Lundi, l’Europe a annoncé qu’elle imposerait de nouvelles sanctions à la Biélorussie ciblant « toutes les personnes impliquées » dans l’exacerbation de la crise frontalière. Le chef des Affaires étrangères de l’UE, Josep Borrell, a annoncé lors d’une conférence de presse à Bruxelles que les nouvelles sanctions contre « les personnes, les compagnies aériennes, les agences de voyages et toutes les personnes impliquées dans cette poussée illégale de migrants contre nos frontières » seraient confirmées dans les prochains jours.

Ce sera la cinquième série de sanctions contre la Biélorussie par l’UE à la suite d’une élection présidentielle contestée et de la répression contre les dissidents.

Le gouvernement de Loukachenko a nié à plusieurs reprises de telles affirmations, accusant plutôt l’Occident d’être à l’origine des points de passage et l’accusant de mauvais traitement des migrants.

De la fumée s'élève au-dessus d'un camp de migrants de fortune du côté biélorusse de la frontière près de Bruzgi.

Pour étayer sa propre représentation de la crise, Minsk a autorisé CNN et d’autres médias internationaux à visiter la frontière et à rendre compte des scènes de migrants campés là-bas. Beaucoup ont séjourné dans des tentes fragiles, avec des températures tombant bien en dessous de zéro la nuit.

Varsovie, quant à elle, a essayé de garder la crise hors de vue, bloquant le côté polonais de la frontière aux journalistes, aux travailleurs humanitaires et aux médecins dans un contexte d’état d’urgence prolongé.
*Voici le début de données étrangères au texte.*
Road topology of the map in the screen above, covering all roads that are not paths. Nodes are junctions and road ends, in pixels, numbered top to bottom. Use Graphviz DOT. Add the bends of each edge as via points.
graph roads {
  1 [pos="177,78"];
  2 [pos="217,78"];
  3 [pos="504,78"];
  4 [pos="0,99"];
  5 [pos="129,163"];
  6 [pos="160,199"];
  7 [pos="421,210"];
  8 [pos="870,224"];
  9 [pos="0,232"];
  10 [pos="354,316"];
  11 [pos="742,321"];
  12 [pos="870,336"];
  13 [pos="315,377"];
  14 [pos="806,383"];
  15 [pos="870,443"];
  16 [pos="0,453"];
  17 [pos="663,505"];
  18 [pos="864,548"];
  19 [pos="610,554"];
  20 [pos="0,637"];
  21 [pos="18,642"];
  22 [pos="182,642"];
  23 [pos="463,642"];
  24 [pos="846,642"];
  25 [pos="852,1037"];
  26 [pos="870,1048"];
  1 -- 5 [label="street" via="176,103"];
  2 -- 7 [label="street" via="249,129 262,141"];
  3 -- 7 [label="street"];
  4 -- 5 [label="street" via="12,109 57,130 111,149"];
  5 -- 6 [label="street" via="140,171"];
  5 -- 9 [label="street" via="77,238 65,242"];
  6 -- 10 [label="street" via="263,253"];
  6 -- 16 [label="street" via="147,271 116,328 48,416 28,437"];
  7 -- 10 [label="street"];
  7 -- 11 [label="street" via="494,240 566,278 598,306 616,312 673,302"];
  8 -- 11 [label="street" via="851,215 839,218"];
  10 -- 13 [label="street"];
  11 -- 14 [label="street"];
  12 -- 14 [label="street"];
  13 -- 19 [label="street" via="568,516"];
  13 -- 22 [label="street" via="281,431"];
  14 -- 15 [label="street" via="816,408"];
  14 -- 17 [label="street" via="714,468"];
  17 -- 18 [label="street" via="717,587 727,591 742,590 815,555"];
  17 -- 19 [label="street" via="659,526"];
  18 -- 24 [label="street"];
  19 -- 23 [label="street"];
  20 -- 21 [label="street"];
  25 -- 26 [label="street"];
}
Mercredi, CNN s’est entretenu avec des familles qui s’étaient réfugiées dans l’entrepôt à environ un kilomètre de la frontière, qui abrite normalement des marchandises. Affalés sur des couvertures et des sacs de couchage, leurs affaires entassées autour d’eux, ils étaient soulagés de sortir du froid mais inquiets pour leur avenir et meurtris par l’épreuve, qui a vu certains dépenser des milliers en visas biélorusses et en vols vers Minsk.

De nombreux migrants disent avoir voyagé en Biélorussie à la recherche d’opportunités d’emploi, de soins médicaux pour les membres de leur famille et d’une vie plus stable en Europe.
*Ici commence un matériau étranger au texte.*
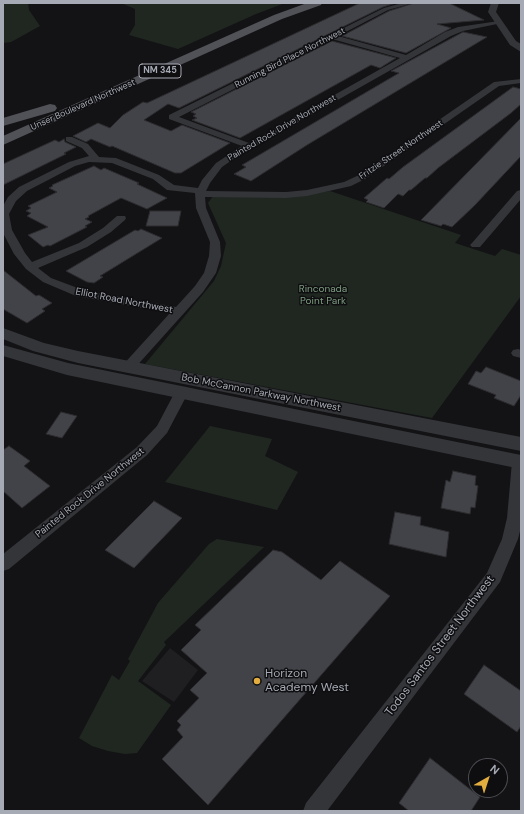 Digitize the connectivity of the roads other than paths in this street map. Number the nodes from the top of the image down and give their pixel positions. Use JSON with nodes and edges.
{"nodes":[{"id":1,"x":293,"y":3,"type":"edge"},
{"id":2,"x":317,"y":3,"type":"edge"},
{"id":3,"x":410,"y":3,"type":"edge"},
{"id":4,"x":494,"y":3,"type":"edge"},
{"id":5,"x":499,"y":23,"type":"junction"},
{"id":6,"x":332,"y":36,"type":"junction"},
{"id":7,"x":521,"y":49,"type":"edge"},
{"id":8,"x":406,"y":57,"type":"junction"},
{"id":9,"x":521,"y":81,"type":"edge"},
{"id":10,"x":53,"y":107,"type":"junction"},
{"id":11,"x":26,"y":118,"type":"junction"},
{"id":12,"x":3,"y":122,"type":"edge"},
{"id":13,"x":3,"y":127,"type":"edge"},
{"id":14,"x":3,"y":131,"type":"edge"},
{"id":15,"x":69,"y":139,"type":"dead end"},
{"id":16,"x":3,"y":141,"type":"edge"},
{"id":17,"x":250,"y":146,"type":"junction"},
{"id":18,"x":95,"y":158,"type":"junction"},
{"id":19,"x":201,"y":192,"type":"junction"},
{"id":20,"x":521,"y":192,"type":"edge"},
{"id":21,"x":122,"y":218,"type":"dead end"},
{"id":22,"x":476,"y":245,"type":"dead end"},
{"id":23,"x":30,"y":267,"type":"junction"},
{"id":24,"x":179,"y":311,"type":"junction"},
{"id":25,"x":3,"y":333,"type":"edge"},
{"id":26,"x":3,"y":350,"type":"edge"},
{"id":27,"x":124,"y":374,"type":"junction"},
{"id":28,"x":185,"y":386,"type":"junction"},
{"id":29,"x":521,"y":454,"type":"edge"},
{"id":30,"x":3,"y":564,"type":"edge"},
{"id":31,"x":314,"y":811,"type":"edge"}],
"edges":[{"from":1,"to":10,"type":"main road","name":"Unser Boulevard Northwest","number":"NM 345"},
{"from":2,"to":16,"type":"main road","name":"Unser Boulevard Northwest","number":"NM 345"},
{"from":3,"to":6,"type":"street","name":"Running Bird Place Northwest"},
{"from":4,"to":5,"type":"street"},
{"from":5,"to":7,"type":"street"},
{"from":5,"to":8,"type":"street","name":"Painted Rock Drive Northwest"},
{"from":6,"to":8,"type":"street"},
{"from":6,"to":17,"type":"street","name":"Running Bird Place Northwest"},
{"from":8,"to":17,"type":"street","name":"Painted Rock Drive Northwest"},
{"from":9,"to":19,"type":"street","name":"Fritzie Street Northwest"},
{"from":10,"to":11,"type":"main road","name":"Unser Boulevard Northwest","number":"NM 345"},
{"from":10,"to":12,"type":"main road"},
{"from":11,"to":13,"type":"main road","name":"Unser Boulevard Northwest","number":"NM 345"},
{"from":11,"to":14,"type":"main road"},
{"from":15,"to":18,"type":"street"},
{"from":17,"to":19,"type":"street","name":"Painted Rock Drive Northwest"},
{"from":18,"to":19,"type":"street","name":"Fritzie Street Northwest"},
{"from":18,"to":23,"type":"street","name":"Elliot Road Northwest"},
{"from":19,"to":24,"type":"street"},
{"from":20,"to":22,"type":"street"},
{"from":21,"to":23,"type":"street"},
{"from":23,"to":24,"type":"street","name":"Elliot Road Northwest"},
{"from":24,"to":27,"type":"street"},
{"from":25,"to":27,"type":"street","name":"Bob McCannon Parkway Northwest"},
{"from":26,"to":27,"type":"street","name":"Bob McCannon Parkway Northwest"},
{"from":27,"to":28,"type":"street","name":"Bob McCannon Parkway Northwest"},
{"from":28,"to":29,"type":"street","name":"Bob McCannon Parkway Northwest"},
{"from":28,"to":30,"type":"street","name":"Painted Rock Drive Northwest"},
{"from":29,"to":31,"type":"street","name":"Todos Santos Street Northwest"}]}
Parmi eux figuraient Shoxan Bapir Hussain, une mère de 28 ans, son mari et son fils de quatre ans, Azhi Ali Xder. CNN a rencontré la famille pour la première fois quelques jours auparavant dans le camp frontalier glacial. Hussain a dit que l’entrepôt était meilleur, plus chaud. « Nous avons de la nourriture, nous avons [a] lit », a-t-elle déclaré.

La famille de Hussain a entrepris le voyage depuis le Kurdistan irakien à cause de son fils, qui, selon elle, a besoin d’une intervention chirurgicale pour une maladie du dos. Azhi, qui a des attelles aux jambes, ne peut pas marcher. Ce sont ces espoirs et ces rêves qui ont retenu les gens ici malgré les conditions.

« Je souhaite aller en Allemagne… Je pense que l’Allemagne a de l’humanité », a déclaré Hussain.

Matthew Chance et Zahra Ullah ont fait des reportages depuis la Biélorussie, tandis qu’Antonia Mortensen a fait des reportages depuis la Pologne. Eliza Mackintosh a écrit et fait des reportages depuis Londres. Magda Chodownik, Kung Kaminski, Fred Pleitgen et Stephanie Halasz ont contribué à ce rapport.